Figure 1. EVs accumulate in lung fibrosis, initiate lung remodeling, and impair alveolar epithelial cell function.

(A) C57BL/6J mice were exposed to orotracheal bleomycin or NaCl (control). Lung function was assessed and lung tissue and BALF were collected over the indicated time course. EVs were concentrated from BALF and characterized. BLM, bleomycin. (B) Quasistatic compliance and (C) hydroxyproline level of the corresponding experiments are shown. (D) BALF-EVs were observed by electron microscopy (scale bars indicate 600 nm) and (E) numbered by Nanosight (data expressed as number of particles per BALF). (F) EV quantification according to particle diameters (expressed in nm) at each time point after bleomycin exposure (mean ± SD). (G) Correlation between EV number and quasistatic compliance is depicted. (B–G) Each point corresponds to a mouse (n = 5–8 for NaCl groups, n = 13–20 for BLM groups). (H) BALF-EVs were isolated from mice with pulmonary fibrosis (14 days after bleomycin) or control mice and used for functional assays. (I and J) PCLS from normal C57BL/6J were cultured with the abovementioned BALF-EVs.

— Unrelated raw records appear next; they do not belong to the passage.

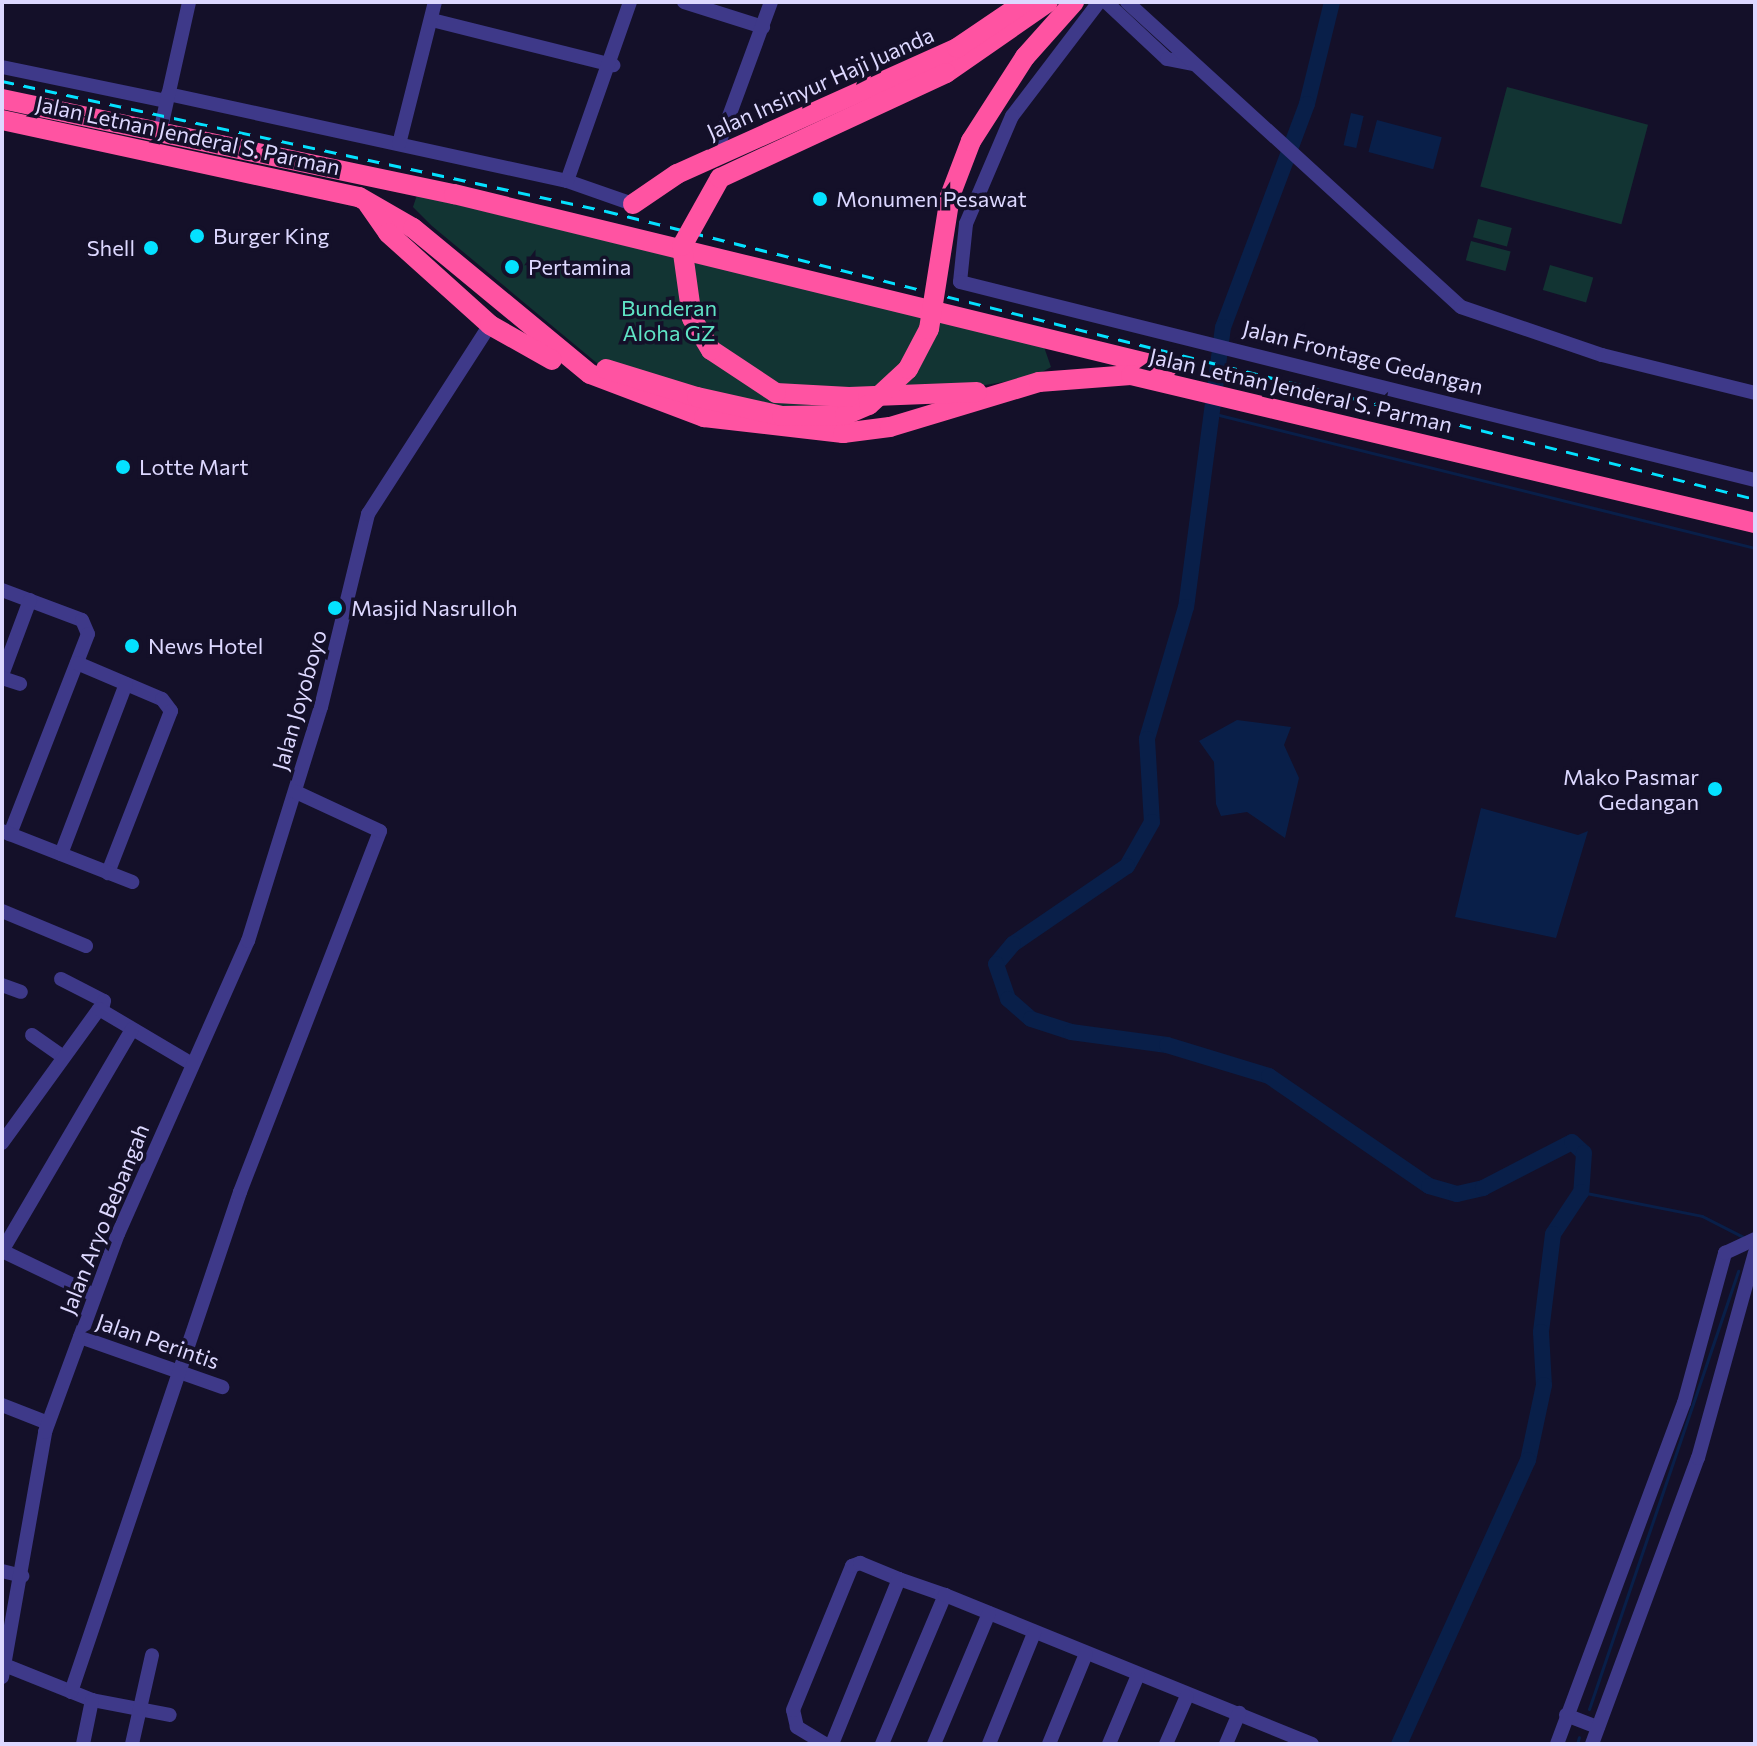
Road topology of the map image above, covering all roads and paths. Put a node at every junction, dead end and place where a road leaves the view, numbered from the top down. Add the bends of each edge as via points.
1 (189, 2) edge
2 (435, 2) edge
3 (630, 2) edge
4 (684, 2) edge
5 (771, 2) edge
6 (1025, 2) edge
7 (1048, 2) edge
8 (1074, 2) edge
9 (1099, 2) edge
10 (1106, 2) edge
11 (1127, 2) edge
12 (432, 20) junction
13 (763, 27) junction
14 (1193, 64) junction
15 (613, 65) junction
16 (2, 67) edge
17 (167, 98) junction
18 (2, 99) edge
19 (2, 120) edge
20 (160, 132) junction
21 (399, 144) junction
22 (714, 157) junction
23 (367, 175) junction
24 (567, 181) junction
25 (414, 186) junction
26 (362, 198) junction
27 (633, 204) joint
28 (413, 228) junction
29 (490, 325) junction
30 (1039, 336) junction
31 (562, 353) junction
32 (590, 374) junction
33 (1034, 384) junction
34 (1215, 386) junction
35 (1755, 393) edge
36 (1755, 480) edge
37 (1755, 509) edge
38 (1755, 523) edge
39 (2, 590) edge
40 (30, 600) junction
41 (77, 663) junction
42 (2, 676) edge
43 (20, 684) dead end
44 (126, 684) junction
45 (296, 792) junction
46 (6, 833) edge
47 (61, 854) junction
48 (108, 873) junction
49 (132, 882) dead end
50 (2, 911) edge
51 (86, 946) dead end
52 (61, 979) dead end
53 (2, 985) edge
54 (21, 992) dead end
55 (101, 1010) junction
56 (132, 1029) junction
57 (32, 1035) dead end
58 (62, 1056) junction
59 (192, 1064) junction
60 (2, 1143) edge
61 (1750, 1240) edge
62 (1754, 1255) edge
63 (94, 1295) junction
64 (80, 1337) junction
65 (177, 1373) junction
66 (222, 1387) dead end
67 (2, 1405) edge
68 (48, 1423) junction
69 (2, 1571) edge
70 (22, 1576) junction
71 (899, 1579) junction
72 (945, 1595) junction
73 (989, 1613) junction
74 (1034, 1633) junction
75 (1086, 1654) junction
76 (152, 1655) dead end
77 (4, 1669) edge
78 (1138, 1675) junction
79 (71, 1692) junction
80 (1187, 1696) junction
81 (92, 1700) junction
82 (136, 1710) junction
83 (1239, 1713) junction
84 (170, 1715) dead end
85 (1570, 1717) junction
86 (1595, 1726) junction
87 (1284, 1738) edge
88 (83, 1744) edge
89 (132, 1744) edge
90 (825, 1744) edge
91 (832, 1744) edge
92 (882, 1744) edge
93 (934, 1744) edge
94 (989, 1744) edge
95 (1049, 1744) edge
96 (1109, 1744) edge
97 (1166, 1744) edge
98 (1226, 1744) edge
99 (1312, 1744) edge
100 (1557, 1744) edge
101 (1592, 1744) edge

1 - 17 street
2 - 12 street
3 - 15 street
4 - 13 street
5 - 13 street
6 - 22 highway, Jalan Insinyur Haji Juanda via 957,48
7 - 33 highway, bridge via 946,73 720,178 682,246 692,318 711,350 776,393 936,397
8 - 31 highway, bridge via 1025,57 960,168 929,329 908,369 869,405 817,418 697,397
9 - 36 street, Jalan Frontage Gedangan via 1012,116 966,224 960,282
10 - 14 street via 1167,59
11 - 14 street
12 - 15 street
12 - 21 street
13 - 22 street
14 - 35 street via 1445,294 1485,321
15 - 24 street
16 - 17 street
17 - 20 street
17 - 21 street
18 - 20 highway, Jalan Letnan Jenderal S. Parman
19 - 26 highway, Jalan Letnan Jenderal S. Parman
20 - 23 highway, Jalan Letnan Jenderal S. Parman
21 - 24 street
22 - 27 highway, Jalan Insinyur Haji Juanda
23 - 25 highway, Jalan Letnan Jenderal S. Parman
23 - 26 highway via 382,190
24 - 27 street
25 - 28 highway via 402,201
25 - 30 highway, Jalan Letnan Jenderal S. Parman
26 - 28 highway, Jalan Letnan Jenderal S. Parman
26 - 29 highway via 396,241
28 - 31 highway, Jalan Letnan Jenderal S. Parman
29 - 32 highway
29 - 45 street, Jalan Joyoboyo via 440,410 378,488
30 - 33 highway via 1058,359
30 - 34 highway, Jalan Letnan Jenderal S. Parman
31 - 32 highway, Jalan Letnan Jenderal S. Parman
32 - 33 highway, Jalan Letnan Jenderal S. Parman via 661,406 806,432 890,427
33 - 34 highway, Jalan Letnan Jenderal S. Parman via 1131,375
34 - 37 highway, Jalan Letnan Jenderal S. Parman
34 - 38 highway, Jalan Letnan Jenderal S. Parman
39 - 40 street
40 - 41 street via 85,624
40 - 42 street
41 - 44 street
41 - 46 street
42 - 43 street
44 - 47 street
44 - 48 street via 162,699 171,711
45 - 59 street, Jalan Aryo Bebangah via 248,941
45 - 65 street via 376,824 379,835
46 - 47 street
47 - 48 street
48 - 49 street
50 - 51 street
52 - 55 street via 104,1001
53 - 54 street
55 - 56 street
55 - 58 street
56 - 59 street
56 - 63 street via 2,1251
57 - 58 street
58 - 60 street
59 - 63 street, Jalan Aryo Bebangah
61 - 85 street via 1725,1253 1670,1444
62 - 86 street via 1698,1458
63 - 64 street, Jalan Aryo Bebangah
64 - 65 street, Jalan Perintis
64 - 68 street, Jalan Aryo Bebangah
65 - 66 street, Jalan Perintis
65 - 79 street
67 - 68 street
68 - 70 street, Jalan Aryo Bebangah
69 - 70 street
70 - 77 street, Jalan Aryo Bebangah
71 - 72 street
71 - 90 street via 852,1566 793,1710 797,1727
71 - 91 street
72 - 73 street
72 - 92 street
73 - 74 street
73 - 93 street
74 - 75 street
74 - 94 street
75 - 78 street
75 - 95 street
76 - 82 street
77 - 79 street
78 - 80 street
78 - 96 street
79 - 81 street
80 - 83 street
80 - 97 street
81 - 82 street
81 - 88 street
82 - 84 street
82 - 89 street
83 - 87 street
83 - 98 street
85 - 86 street
85 - 100 street
86 - 101 street
87 - 99 street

After 7 days, the expression of fibrosis-related genes was assessed by qPCR. Data are representative of PCLS from individual mice exposed to control- (n = 4 PCLS) or fibrotic EVs (n = 6 PCLS). Gene expression was normalized to Hprt expression. (K) Murine EpCAM-positive cells and CCL-206 fibroblasts in Matrigel were exposed to BALF-EVs for 14 days. Representative images (left panel, scale bar = 1 mm or 500 μm for region of interest [ROI] zoom) and quantification (right panel, n = 4 control EVs, n = 4 fibrotic EVs) of the organoid formation efficiency. Statistical analysis by Kruskal-Wallis followed by Dunn’s multiple comparisons tests (B–D), Spearman’s correlation test (G), or nonparametric Mann-Whitney test (I–K). P values are indicated for each comparison.